Damit wird sein wichtigster Bezugspunkt deutlich: Immer ist der Zuhörer
Ziel aller rhetorischen Bemühungen. In Analogie zur Dreiergruppe Redner -
Zuhörer - Sache (vgl. das Dreieck der Rhetorik) unterschied er drei
Möglichkeiten, den Zuhörer zu überzeugen: »Sie sind nämlich entweder im
Charakter des Redners begründet oder darin, den Zuhörer in eine gewisse
Stimmung zu versetzen, oder schließlich in der Rede selbst, das heißt durch
Beweisen oder scheinbares Beweisen.«
Als Logiker unterschied er streng zwischen Wahrheit und Wahrscheinlichkeit:
»Wahre (...) Sätze sind solche, die nicht erst durch anderes, sondern durch
sie selbst glaubhaft sind. Wahrscheinliche Sätze aber sind diejenigen, die
Älteren oder den Meisten oder den Weisen wahr erscheinen.« Mag es in der
Gerichtsverhandlung noch um Wahrheit gehen, die sich aus der genauen Kenntnis
vergangener Ereignisse heraus begründen lässt, so geht es bei politischen
Entscheidungen in der Volksversammlung um Wahrscheinlichkeiten, die die
Zukunft betreffen und damit nicht logisch ableitbar und beweisbar sind.
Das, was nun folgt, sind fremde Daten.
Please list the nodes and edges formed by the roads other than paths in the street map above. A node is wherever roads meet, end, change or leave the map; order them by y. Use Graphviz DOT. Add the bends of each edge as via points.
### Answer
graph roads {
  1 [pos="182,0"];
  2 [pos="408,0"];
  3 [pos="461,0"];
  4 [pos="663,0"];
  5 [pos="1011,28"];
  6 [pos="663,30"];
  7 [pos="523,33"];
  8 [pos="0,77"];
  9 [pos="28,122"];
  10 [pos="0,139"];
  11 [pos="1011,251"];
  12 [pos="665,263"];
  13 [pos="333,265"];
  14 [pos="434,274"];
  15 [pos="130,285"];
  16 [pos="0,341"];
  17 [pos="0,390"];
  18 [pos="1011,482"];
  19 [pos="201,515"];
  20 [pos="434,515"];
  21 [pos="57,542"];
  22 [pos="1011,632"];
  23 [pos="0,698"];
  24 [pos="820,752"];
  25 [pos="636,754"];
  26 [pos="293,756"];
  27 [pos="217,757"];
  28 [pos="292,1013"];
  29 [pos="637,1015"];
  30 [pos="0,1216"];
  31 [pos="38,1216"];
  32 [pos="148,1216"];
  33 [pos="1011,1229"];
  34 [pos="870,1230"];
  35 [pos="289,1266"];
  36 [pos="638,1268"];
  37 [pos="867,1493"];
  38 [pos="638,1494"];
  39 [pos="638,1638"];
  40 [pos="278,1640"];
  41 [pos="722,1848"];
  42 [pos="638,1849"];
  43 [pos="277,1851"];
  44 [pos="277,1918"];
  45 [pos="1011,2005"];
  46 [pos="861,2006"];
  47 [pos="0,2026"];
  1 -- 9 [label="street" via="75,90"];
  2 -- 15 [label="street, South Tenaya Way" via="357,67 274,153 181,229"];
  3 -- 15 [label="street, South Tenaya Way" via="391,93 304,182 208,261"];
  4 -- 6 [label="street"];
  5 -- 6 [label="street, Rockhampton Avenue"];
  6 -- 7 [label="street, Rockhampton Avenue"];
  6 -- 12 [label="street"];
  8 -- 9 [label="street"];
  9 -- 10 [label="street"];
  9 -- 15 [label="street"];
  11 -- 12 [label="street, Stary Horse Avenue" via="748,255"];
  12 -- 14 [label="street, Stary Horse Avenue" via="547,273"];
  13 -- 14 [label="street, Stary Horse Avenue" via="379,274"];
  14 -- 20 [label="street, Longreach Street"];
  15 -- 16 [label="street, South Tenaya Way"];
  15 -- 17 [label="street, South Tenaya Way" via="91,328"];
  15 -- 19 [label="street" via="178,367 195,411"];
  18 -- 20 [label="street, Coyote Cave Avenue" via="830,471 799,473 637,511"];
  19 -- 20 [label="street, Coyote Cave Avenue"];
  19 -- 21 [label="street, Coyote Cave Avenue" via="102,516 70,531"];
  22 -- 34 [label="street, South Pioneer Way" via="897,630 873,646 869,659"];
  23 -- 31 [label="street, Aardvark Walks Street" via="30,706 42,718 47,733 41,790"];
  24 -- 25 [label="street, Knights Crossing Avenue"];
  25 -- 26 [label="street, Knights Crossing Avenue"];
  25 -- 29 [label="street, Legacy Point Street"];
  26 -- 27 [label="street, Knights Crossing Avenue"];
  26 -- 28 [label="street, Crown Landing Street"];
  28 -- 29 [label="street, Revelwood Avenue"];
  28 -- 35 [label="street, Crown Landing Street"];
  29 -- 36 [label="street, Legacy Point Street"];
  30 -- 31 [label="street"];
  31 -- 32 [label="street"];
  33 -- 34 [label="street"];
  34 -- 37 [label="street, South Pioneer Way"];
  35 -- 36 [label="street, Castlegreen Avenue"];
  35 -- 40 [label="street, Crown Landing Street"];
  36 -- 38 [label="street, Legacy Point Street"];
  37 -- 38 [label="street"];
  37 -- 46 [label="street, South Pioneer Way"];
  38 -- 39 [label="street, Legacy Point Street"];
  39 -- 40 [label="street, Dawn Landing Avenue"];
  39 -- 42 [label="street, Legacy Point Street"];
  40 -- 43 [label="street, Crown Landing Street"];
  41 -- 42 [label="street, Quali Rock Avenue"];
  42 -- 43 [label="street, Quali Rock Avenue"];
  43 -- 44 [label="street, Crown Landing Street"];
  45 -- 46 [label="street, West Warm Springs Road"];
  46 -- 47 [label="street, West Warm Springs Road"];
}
In
der Rede geht es also weniger darum, Wahrheit objektiv darzustellen als
Wahrscheinlichkeiten plausibel zu machen.
Aristoteles war der festen Überzeugung, dass Redner sich zunächst auf die
Stimmungen der Zuhörer einstellen, dann aber auch über die Fähigkeit zur
Erregung von Affekten verfügen mussten. Um seine Zuhörer zu überzeugen, durfte der Redner auch mit Allgemeinplätzen und Sentenzen argumentieren. Seine Argumentation brauchte in diesem Fall weniger in sich logisch, als vielmehr für den Zuhörer plausibel sein:
»Für die Rede stellen die Sentenzen eine große Hilfe dar wegen der äußerst
ungebildeten Art der Zuhörer. Sie freuen sich nämlich, wenn jemand durch
den Ausspruch eines allgemeinen Satzes zufällig die Ansichten trifft, die
jene im speziellen Fall haben. Was ich meine, wird auf folgende Weise klar
(...) wenn zum Beispiel jemand zufällig böse Nachbarn oder missratene Kinder
hat, so wird er es gut heißen, wenn der Redner sagt: "Nichts ist
beschwerlicher als Nachbarschaft" oder "Nichts ist törichter als Kinder zu
zeugen". Folglich muss man danach trachten, welche vorgefasste Meinung die
Zuhörer zufällig haben und dann darüber allgemein gültig reden.«
Damit schloss sich für ihn der Kreis. Der Wissenschaftler und Philosoph musste logisch denken, der Redner durfte sogar emotionalisieren und sich in bestimmten Fällen darauf beschränken für die Zuhörer plausibel zu argumentieren.